Information
- First date: March 12, 2021
- Last date: December 10, 2021

Events
- Total events: 8

Fights
- Total fights: 91
- Title fights: 7

= 2021 in LUX Fight League =

The year 2021 was the 5th year in the history of LUX Fight League, a mixed martial arts promotion based in Mexico. In these year, LUX held 8 events.

==Events list==

| # | Event | Date held | Venue | City |
|---|---|---|---|---|
| 1 | LUX 012 | March 12, 2021 | Showcenter Complex | Monterrey, Mexico |
| 2 | LUX 013 | May 7, 2021 | Showcenter Complex | Monterrey, Mexico |
| 3 | LUX 014 | June 25, 2021 | Showcenter Complex | Monterrey, Mexico |
| 4 | LUX 015 | August 6, 2021 | Showcenter Complex | Monterrey, Mexico |
| 5 | LUX 016 | September 17, 2021 | Pepsi Center WTC | Mexico City, Mexico |
| 6 | LUX 017 | October 15, 2021 | Showcenter Complex | Monterrey, Mexico |
| 7 | LUX 018 | November 5, 2021 | Forum de Mundo Imperial | Acapulco, Mexico |
| 8 | LUX 019 | December 10, 2021 | Pepsi Center WTC | Mexico City, Mexico |

== LUX 012 ==

LUX 012 was a mixed martial arts event held by LUX Fight League on March 12, 2021, at the Showcenter Complex in Monterrey, Mexico.

=== Background ===
A fight for the LUX Featherweight Championship between champion Diego Lopes and Masio Fullen was scheduled for the main event.

Another fight scheduled for this event was the first of two semifinals in the Torneo Guerreras LUX for the women's strawweight title: Saray Orozco vs. Alejandra Orozco.

== LUX 013 ==

LUX 013 was a mixed martial arts event held by LUX Fight League on May 7, 2021, at the Showcenter Complex in Monterrey, Mexico.

=== Background ===
A fight for the LUX Flyweight Championship between champion Alessandro Costa and Jorge Calvo Martin headlined the event.

The co-main event featured a lightweight bout between Polo Reyes and Marco Antonio Elpidio.

In addition, the other semifinal of the Torneo Guerreras LUX was held to determine the women's strawweight title: Tania Torres vs. Yaneth Vidal.

== LUX 014 ==

LUX 014 was a mixed martial arts event held by LUX Fight League on June 25, 2021, at the Showcenter Complex in Monterrey, Mexico.

=== Background ===
A fight for the LUX Bantamweight Championship between champion Marco Beltrán and David Mendoza headlined the event. It was a rematch of their fight at LUX 009, which ended in victory for Beltrán.

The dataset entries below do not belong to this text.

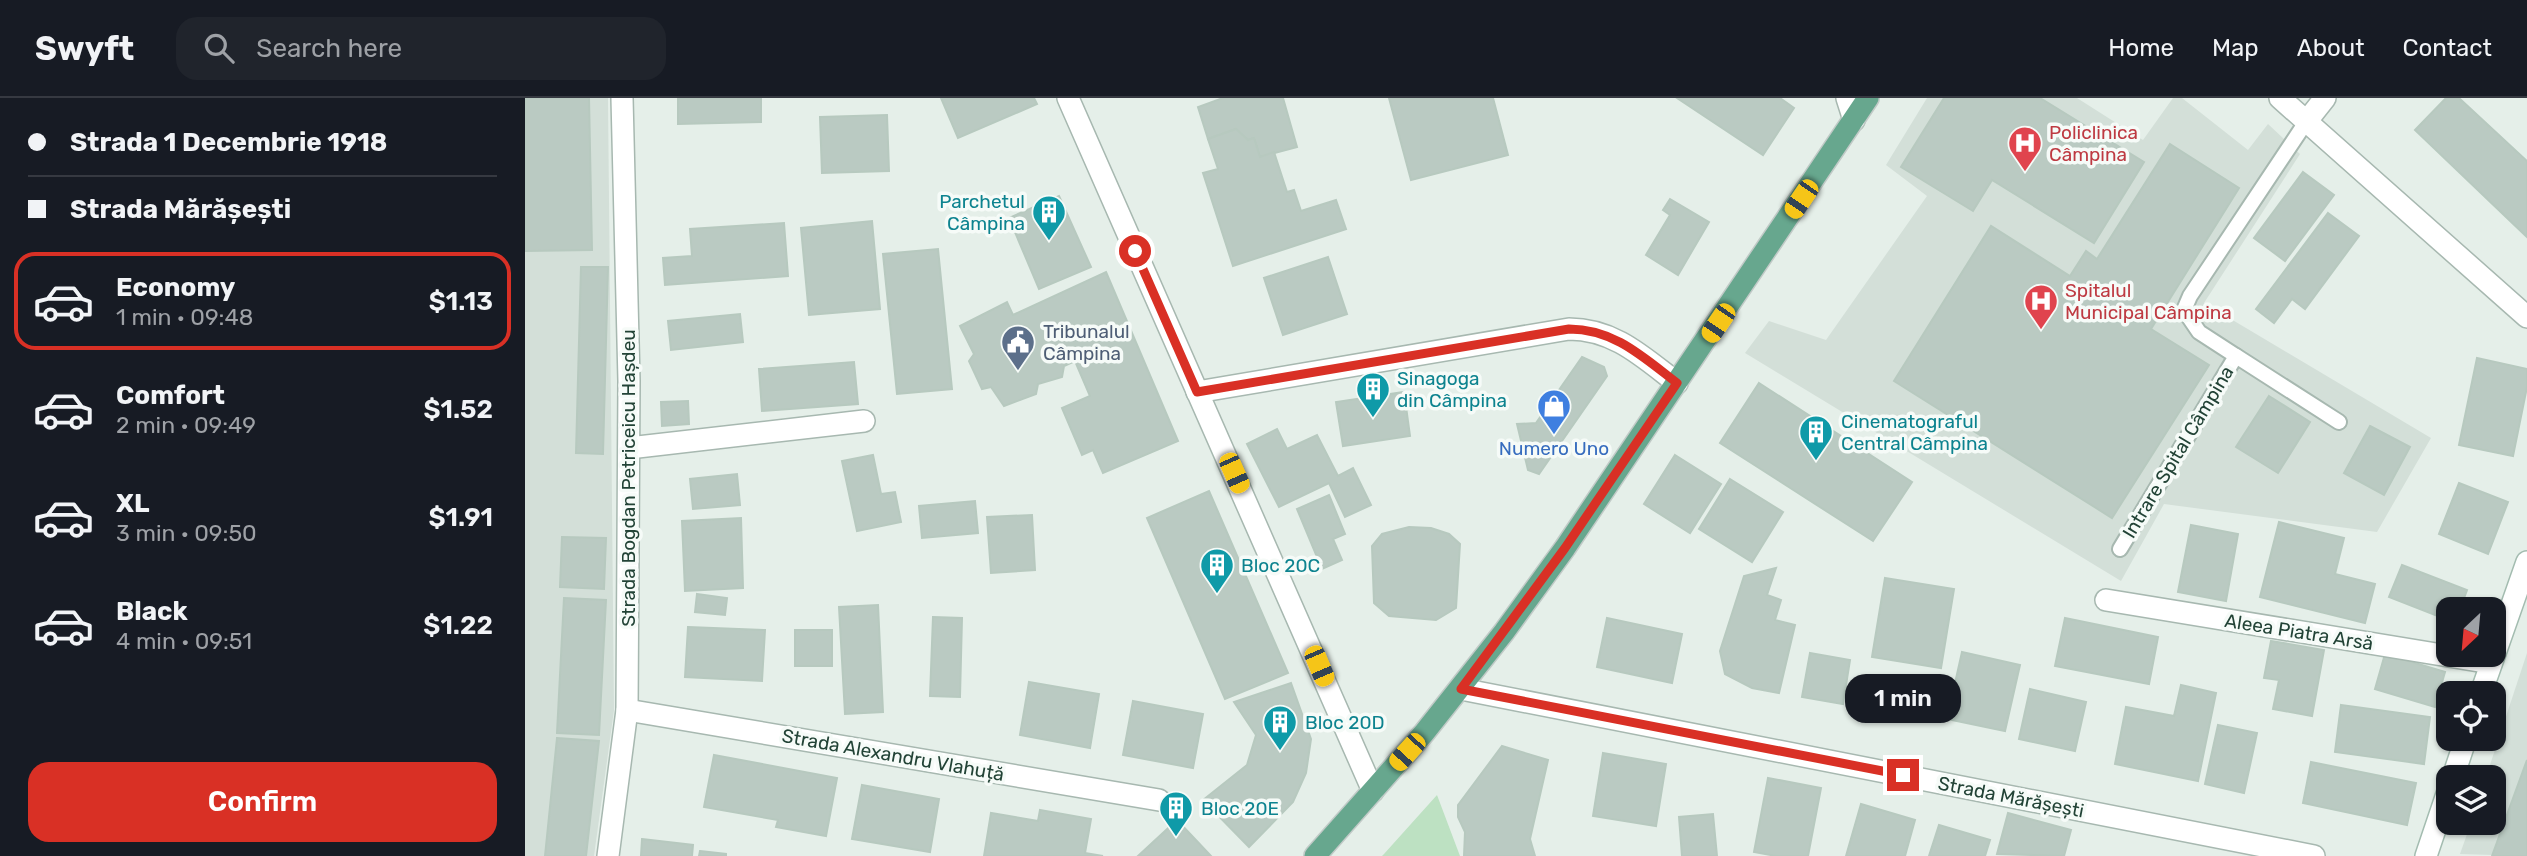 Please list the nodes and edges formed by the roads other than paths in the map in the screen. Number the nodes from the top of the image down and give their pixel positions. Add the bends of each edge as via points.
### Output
1 (622, 98) edge
2 (1068, 98) edge
3 (1847, 98) edge
4 (1868, 98) edge
5 (2280, 98) edge
6 (2325, 98) edge
7 (1854, 120) junction
8 (2306, 121) junction
9 (2524, 310) edge
10 (2236, 356) junction
11 (1677, 383) junction
12 (1197, 392) junction
13 (864, 421) dead end
14 (2339, 422) dead end
15 (629, 447) junction
16 (2120, 549) dead end
17 (2527, 562) edge
18 (2106, 600) dead end
19 (2506, 621) edge
20 (2436, 654) edge
21 (1461, 689) junction
22 (628, 710) junction
23 (1373, 791) junction
24 (1159, 800) dead end
25 (2436, 826) edge
26 (608, 856) edge
27 (1315, 856) edge
28 (2314, 856) edge
29 (2426, 856) edge

1 - 15 street, Strada Bogdan Petriceicu Hașdeu
2 - 12 street
3 - 7 street
4 - 7 main road
5 - 8 street
6 - 8 street
7 - 11 main road
8 - 9 street
8 - 10 lane, Intrare Spital Câmpina via 2184,310 2199,332
10 - 14 lane
10 - 16 lane, Intrare Spital Câmpina
11 - 12 street via 1623,342 1595,331 1569,329
11 - 21 main road via 1565,548
12 - 23 street
13 - 15 street
15 - 22 street, Strada Bogdan Petriceicu Hașdeu
17 - 19 street
18 - 20 street, Aleea Piatra Arsă
21 - 23 main road
21 - 28 street, Strada Mărășești
22 - 24 street, Strada Alexandru Vlahuță
22 - 26 street, Strada Bogdan Petriceicu Hașdeu
23 - 27 main road
25 - 29 street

The co-main event featured a flyweight bout between Luis Solorzano and Diego Ortiz.

== LUX 015 ==

LUX 015 was a mixed martial arts event held by LUX Fight League on August 26, 2021, at the Showcenter Complex in Monterrey, Mexico.

=== Background ===
The final of the Torneo Guerreras LUX, which crowned the first strawweight champion between Saray Orozco and Tania Torres, was the first time that two women headlined a LUX event. Prior to the fight, Orozco was coming off a narrow unanimous decision victory at LUX 012, and Torres was coming off a TKO victory at LUX 013.

The co-main event featured a featherweight bout between Erik Silva and Daniel Vega.

== LUX 016 ==

LUX 016 was a mixed martial arts event held by LUX Fight League on September 17, 2021, at the Pepsi Center WTC in Mexico City, Mexico.

=== Background ===
A fight for the LUX Lightweight Championship between champion Sergio Cossio and Alan Domínguez headlined the event.

The co-main event featured a lightweight bout between two newcomers to LUX, Alejandro “Pato” Martínez and Gian Franco Cortéz.

== LUX 017 ==

LUX 017 was a mixed martial arts event held by LUX Fight League on October 15, 2021, at the Showcenter Complex in Monterrey, Mexico.

=== Background ===
Marco Beltrán was expected to make his second title defense of the LUX Bantamweight Championship against Francesco Patrón. However, LUX announced in a statement that the fight had been canceled.

== LUX 018 ==

LUX 018 was a mixed martial arts event held by LUX Fight League on November 5, 2021, at the Forum de Mundo Imperial in Acapulco, Mexico.

=== Background ===
A fight for the LUX Flyweight Championship between champion Alessandro Costa and Kike González headlined the event.

== LUX 019 ==

LUX 019 was a mixed martial arts event held by LUX Fight League on December 10, 2021, at the Pepsi Center WTC in Mexico City, Mexico.

=== Background ===
A fight between Iván Valenzuela and Ricardo Centeno for the inaugural LUX Middleweight Championship headlined the event.